CMS has revealed the results of the OIG's recent audits of chiropractic claims, and the outcome is dismal. The agency found that "a significant portion of the claims" were paid inappropriately, with the following among the most common errors, according to MLN Matters article SE1101:

  • Technical errors such as missing signatures or dates of service in the record
  • Insufficient or absent documentation that all procedures reported were performed (for instance, no documentation regarding where the manipulation occurred or whether it was relevant to the symptomatic spinal level)
  • Insufficient or absent documentation that all procedures and services were medically necessary. (For instance, some records were missing treatment plans, or the practitioners performed "maintenance" treatment).

CMS stresses in the article that "When further improvement cannot reasonably be expected from continuing care, the services are considered maintenance therapy, which is not medically necessary and therefore not payable under Medicare." In addition, Medicare only reimburses chiropractic treatment for patients with documented subluxations. "You must place the AT modifier [Acute treatment] on a claim when providing active/corrective treatment to treat acute or chronic subluxation," CMS adds.

To read the document in its entirety, visit www.cms.gov/MLNMattersArticles/downloads/SE1101.pdf.

Look for RAC Demand Letters Directly From Your MAC

You've been waiting for years to hear the good news that recovery audit contractors (RACs) will cease sending demand letters to providers, and that time has finally come -- with a catch. Although RACs will no longer send out demand letters, CMS has simply transferred the responsibility of that task to processing contractors.

"When a recovery auditor finds that improper payments have been made to you, they will submit claim adjustments to your Medicare (claims processing) contractor," CMS says in new MLN Matters article MM7436. "The Medicare contractor will follow the same process as is used to recover any other overpayment from you."

Once you get word from your MAC that it is seeking RAC monies, you'll stay in touch with the MAC regarding any issues about time frames and appeals. However, if you have audit-specific questions "such as the rationale for identifying the potential improper payment," you'll contact the recovery auditor personally, CMS notes.

For more information about this change, visit www.cms.gov/MLNMattersArticles/Downloads/MM7436.pdf.

RACs collected $233.4 million in overpayments during the third quarter and returned $55.9 million in underpayments, CMS says in the report at www.cms.gov/Recovery-Audit-Program/Downloads/FFSUpdate.pdf.

Physician + Ministers + Supplier = Medicare Fraud?

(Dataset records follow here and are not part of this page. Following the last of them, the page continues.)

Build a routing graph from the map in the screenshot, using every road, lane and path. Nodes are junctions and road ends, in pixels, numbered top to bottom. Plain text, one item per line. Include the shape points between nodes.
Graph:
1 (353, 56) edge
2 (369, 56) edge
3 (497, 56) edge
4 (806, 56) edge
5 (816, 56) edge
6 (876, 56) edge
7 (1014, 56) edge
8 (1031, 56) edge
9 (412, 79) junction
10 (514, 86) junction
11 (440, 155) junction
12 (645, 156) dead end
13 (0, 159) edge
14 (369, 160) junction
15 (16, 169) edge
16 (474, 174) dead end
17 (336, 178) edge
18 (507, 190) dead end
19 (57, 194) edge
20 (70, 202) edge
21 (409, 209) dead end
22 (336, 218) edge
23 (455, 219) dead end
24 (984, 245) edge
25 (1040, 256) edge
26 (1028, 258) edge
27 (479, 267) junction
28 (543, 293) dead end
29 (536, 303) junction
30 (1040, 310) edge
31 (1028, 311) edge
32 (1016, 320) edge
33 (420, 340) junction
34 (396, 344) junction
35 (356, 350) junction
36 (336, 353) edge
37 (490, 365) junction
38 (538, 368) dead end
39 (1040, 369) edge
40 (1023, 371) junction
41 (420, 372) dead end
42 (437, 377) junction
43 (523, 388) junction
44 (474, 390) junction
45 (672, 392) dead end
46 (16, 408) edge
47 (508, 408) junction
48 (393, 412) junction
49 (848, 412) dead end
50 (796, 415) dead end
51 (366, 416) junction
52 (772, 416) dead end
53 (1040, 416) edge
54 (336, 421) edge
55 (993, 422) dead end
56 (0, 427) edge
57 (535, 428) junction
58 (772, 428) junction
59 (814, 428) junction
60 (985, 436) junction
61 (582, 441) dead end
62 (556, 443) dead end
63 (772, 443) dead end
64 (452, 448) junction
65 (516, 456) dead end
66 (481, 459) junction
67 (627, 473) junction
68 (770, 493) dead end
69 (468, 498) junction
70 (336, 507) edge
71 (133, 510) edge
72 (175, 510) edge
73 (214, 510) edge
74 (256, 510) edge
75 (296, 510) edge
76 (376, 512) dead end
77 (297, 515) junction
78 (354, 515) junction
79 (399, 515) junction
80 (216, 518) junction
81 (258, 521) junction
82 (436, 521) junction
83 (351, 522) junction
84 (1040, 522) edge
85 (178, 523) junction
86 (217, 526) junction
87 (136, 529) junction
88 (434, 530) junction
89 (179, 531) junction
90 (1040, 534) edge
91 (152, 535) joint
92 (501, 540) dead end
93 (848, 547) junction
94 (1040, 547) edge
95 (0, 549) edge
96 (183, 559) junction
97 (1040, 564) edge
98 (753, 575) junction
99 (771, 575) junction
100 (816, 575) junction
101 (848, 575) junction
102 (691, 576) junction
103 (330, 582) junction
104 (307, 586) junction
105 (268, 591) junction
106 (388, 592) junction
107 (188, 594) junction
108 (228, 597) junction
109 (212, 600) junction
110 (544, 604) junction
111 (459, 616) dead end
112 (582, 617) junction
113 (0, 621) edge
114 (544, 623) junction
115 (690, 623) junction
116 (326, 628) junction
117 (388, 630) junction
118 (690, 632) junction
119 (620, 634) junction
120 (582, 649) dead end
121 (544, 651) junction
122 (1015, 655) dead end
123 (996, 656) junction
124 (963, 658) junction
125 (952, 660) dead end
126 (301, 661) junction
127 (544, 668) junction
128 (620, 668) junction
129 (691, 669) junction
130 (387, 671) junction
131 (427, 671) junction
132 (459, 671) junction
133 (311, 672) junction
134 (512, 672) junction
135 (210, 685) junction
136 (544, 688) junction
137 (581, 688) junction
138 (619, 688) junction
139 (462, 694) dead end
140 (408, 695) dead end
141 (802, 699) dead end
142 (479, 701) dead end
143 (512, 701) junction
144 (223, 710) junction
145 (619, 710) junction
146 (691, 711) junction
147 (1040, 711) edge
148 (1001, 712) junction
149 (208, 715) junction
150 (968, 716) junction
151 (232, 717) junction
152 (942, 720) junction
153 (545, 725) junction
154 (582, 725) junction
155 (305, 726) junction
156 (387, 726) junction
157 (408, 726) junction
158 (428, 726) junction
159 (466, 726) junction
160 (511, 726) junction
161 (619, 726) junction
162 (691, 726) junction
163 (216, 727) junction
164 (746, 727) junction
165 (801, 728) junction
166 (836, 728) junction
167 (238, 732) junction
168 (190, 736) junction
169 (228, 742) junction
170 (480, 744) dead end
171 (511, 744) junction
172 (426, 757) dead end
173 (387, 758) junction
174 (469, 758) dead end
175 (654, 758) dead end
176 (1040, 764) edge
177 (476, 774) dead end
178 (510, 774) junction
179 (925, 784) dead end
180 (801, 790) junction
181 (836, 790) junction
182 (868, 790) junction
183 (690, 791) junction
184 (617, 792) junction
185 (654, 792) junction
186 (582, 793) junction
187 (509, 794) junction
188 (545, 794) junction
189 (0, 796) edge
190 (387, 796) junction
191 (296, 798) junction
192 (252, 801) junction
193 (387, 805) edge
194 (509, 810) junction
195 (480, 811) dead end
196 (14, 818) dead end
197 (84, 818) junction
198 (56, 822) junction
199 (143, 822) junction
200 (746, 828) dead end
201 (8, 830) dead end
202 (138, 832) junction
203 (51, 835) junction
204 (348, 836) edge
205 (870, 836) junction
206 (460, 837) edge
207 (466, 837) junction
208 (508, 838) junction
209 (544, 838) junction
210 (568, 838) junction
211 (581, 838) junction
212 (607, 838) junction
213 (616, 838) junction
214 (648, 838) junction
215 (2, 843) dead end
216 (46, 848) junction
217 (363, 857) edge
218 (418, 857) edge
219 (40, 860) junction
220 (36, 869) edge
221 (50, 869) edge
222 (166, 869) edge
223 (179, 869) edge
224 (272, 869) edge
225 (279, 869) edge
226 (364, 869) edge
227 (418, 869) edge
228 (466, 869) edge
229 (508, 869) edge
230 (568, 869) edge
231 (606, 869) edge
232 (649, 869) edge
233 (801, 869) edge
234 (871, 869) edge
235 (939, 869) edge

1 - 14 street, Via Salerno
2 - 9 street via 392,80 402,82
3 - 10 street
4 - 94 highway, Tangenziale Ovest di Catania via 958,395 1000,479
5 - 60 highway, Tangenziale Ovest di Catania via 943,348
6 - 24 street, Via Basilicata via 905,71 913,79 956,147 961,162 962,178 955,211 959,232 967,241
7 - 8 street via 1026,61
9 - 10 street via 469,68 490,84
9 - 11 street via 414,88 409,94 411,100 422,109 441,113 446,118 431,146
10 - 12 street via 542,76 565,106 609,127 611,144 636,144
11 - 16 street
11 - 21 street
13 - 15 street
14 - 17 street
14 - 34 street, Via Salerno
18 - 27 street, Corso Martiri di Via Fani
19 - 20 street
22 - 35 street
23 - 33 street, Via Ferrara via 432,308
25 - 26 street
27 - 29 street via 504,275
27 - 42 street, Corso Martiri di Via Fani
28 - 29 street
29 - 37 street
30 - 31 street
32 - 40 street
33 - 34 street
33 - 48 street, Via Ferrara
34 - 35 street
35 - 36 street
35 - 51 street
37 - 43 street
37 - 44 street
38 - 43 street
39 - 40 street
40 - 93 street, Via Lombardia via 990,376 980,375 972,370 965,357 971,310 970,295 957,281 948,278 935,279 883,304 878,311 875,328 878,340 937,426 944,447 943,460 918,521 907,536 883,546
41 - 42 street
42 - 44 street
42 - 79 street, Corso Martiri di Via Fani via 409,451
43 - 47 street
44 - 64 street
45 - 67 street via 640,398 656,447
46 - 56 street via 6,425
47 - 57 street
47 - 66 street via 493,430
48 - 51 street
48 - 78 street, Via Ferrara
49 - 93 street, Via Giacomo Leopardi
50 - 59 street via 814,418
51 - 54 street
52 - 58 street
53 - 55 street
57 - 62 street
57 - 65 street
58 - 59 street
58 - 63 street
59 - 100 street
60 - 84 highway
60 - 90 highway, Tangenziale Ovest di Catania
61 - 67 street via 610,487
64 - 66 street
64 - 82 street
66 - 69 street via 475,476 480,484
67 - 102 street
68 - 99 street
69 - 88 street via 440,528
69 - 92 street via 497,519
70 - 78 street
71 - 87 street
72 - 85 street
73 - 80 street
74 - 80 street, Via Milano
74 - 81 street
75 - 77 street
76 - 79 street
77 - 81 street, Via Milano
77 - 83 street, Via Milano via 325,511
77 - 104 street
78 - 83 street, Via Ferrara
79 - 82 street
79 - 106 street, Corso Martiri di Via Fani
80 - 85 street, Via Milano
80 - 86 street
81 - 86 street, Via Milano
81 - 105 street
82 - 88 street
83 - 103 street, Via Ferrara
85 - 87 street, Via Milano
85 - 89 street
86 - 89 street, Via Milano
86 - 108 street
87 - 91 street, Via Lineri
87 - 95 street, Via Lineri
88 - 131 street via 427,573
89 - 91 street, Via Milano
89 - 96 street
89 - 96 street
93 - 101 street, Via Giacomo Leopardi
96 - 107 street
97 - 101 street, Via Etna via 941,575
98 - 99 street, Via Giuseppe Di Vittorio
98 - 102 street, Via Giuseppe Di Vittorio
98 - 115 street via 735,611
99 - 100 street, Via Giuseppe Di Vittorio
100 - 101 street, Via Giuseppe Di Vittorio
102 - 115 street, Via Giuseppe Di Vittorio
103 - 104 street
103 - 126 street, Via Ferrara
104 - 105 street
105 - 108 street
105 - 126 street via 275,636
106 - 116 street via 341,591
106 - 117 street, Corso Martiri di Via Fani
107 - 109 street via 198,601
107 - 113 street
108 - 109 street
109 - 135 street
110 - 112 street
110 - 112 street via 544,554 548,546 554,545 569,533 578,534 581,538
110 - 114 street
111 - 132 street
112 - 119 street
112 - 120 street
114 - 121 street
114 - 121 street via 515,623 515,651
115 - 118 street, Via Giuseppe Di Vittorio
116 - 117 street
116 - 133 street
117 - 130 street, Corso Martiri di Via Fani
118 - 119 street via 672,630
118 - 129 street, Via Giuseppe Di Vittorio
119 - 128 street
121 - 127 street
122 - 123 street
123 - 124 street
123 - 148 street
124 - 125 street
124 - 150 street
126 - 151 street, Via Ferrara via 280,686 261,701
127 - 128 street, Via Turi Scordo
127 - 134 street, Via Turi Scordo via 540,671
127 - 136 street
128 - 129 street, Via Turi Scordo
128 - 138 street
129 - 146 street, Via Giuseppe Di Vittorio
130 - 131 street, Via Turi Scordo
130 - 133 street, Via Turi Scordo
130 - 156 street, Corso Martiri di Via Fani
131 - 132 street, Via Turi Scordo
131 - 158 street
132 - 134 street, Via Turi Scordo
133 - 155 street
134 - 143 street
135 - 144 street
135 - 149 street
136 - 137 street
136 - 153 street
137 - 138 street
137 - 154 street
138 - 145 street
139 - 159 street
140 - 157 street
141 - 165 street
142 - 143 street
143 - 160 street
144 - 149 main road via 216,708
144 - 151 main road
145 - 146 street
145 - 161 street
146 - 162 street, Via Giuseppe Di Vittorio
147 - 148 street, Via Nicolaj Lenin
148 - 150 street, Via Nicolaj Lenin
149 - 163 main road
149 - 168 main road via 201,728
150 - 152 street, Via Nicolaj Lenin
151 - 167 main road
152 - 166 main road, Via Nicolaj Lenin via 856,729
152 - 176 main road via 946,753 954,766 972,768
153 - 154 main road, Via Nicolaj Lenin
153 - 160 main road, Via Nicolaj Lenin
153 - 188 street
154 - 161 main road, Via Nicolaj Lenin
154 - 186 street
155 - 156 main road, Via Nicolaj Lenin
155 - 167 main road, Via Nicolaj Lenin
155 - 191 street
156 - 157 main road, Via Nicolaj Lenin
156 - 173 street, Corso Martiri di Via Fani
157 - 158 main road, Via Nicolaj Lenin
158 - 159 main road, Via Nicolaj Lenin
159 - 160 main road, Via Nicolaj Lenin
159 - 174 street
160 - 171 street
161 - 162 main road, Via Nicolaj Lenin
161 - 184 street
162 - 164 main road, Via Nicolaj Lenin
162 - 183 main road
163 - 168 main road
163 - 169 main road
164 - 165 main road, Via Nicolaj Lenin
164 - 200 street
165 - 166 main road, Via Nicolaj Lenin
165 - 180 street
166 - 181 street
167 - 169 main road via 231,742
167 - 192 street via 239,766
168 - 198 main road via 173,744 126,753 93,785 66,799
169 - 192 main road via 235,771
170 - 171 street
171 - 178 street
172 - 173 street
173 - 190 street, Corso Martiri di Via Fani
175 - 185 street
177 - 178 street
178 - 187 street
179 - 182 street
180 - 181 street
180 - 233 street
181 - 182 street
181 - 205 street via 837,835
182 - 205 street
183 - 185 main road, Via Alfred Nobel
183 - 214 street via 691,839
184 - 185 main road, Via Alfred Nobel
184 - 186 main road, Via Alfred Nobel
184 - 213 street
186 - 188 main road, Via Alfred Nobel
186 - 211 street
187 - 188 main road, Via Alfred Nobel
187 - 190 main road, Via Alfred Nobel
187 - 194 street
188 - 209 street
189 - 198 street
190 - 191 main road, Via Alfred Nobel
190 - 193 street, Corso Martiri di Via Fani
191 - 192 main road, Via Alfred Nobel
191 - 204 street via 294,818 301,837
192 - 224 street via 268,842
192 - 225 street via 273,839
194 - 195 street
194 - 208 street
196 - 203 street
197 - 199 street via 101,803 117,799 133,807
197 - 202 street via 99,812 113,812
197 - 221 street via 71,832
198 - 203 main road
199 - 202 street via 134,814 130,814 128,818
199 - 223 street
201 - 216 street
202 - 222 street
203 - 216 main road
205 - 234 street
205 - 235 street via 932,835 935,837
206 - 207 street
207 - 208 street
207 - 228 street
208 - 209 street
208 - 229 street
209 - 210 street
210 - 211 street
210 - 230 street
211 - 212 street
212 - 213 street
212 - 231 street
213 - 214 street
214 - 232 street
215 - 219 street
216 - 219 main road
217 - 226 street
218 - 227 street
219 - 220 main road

A Louisiana church health fair may have offered more than medical flyers -- it also was accused of being bait for a Medicare scammer. A physician, two former ministers, and a medical equipment business owner went on trial this week for their role in an alleged $2.5 million Medicare scheme. As part of the plan, the ministers hosted church health fairs, where the physician would prescribe unneeded equipment for patients, and the medical equipment supplier would provide that equipment.

The defendants are accused of bilking about $2.5 million out of Medicare over a six-year period from 2003 through 2009. The trial, which began on August 1, is expected to last several weeks.

Revalidate Your Medicare Enrollment Soon

"Between now and March 23, 2013, MACs will send out notices on a regular basis to begin the revalidation process for each provider and supplier," HHH MAC Palmetto GBA notes in an Aug. 8 post to its website. The post reviews revalidation information contained in MLN Matters Article No. SE1126. "Please note that 42 CFR 424.515(d) provides CMS the authority to conduct these off-cycle revalidations," the post says.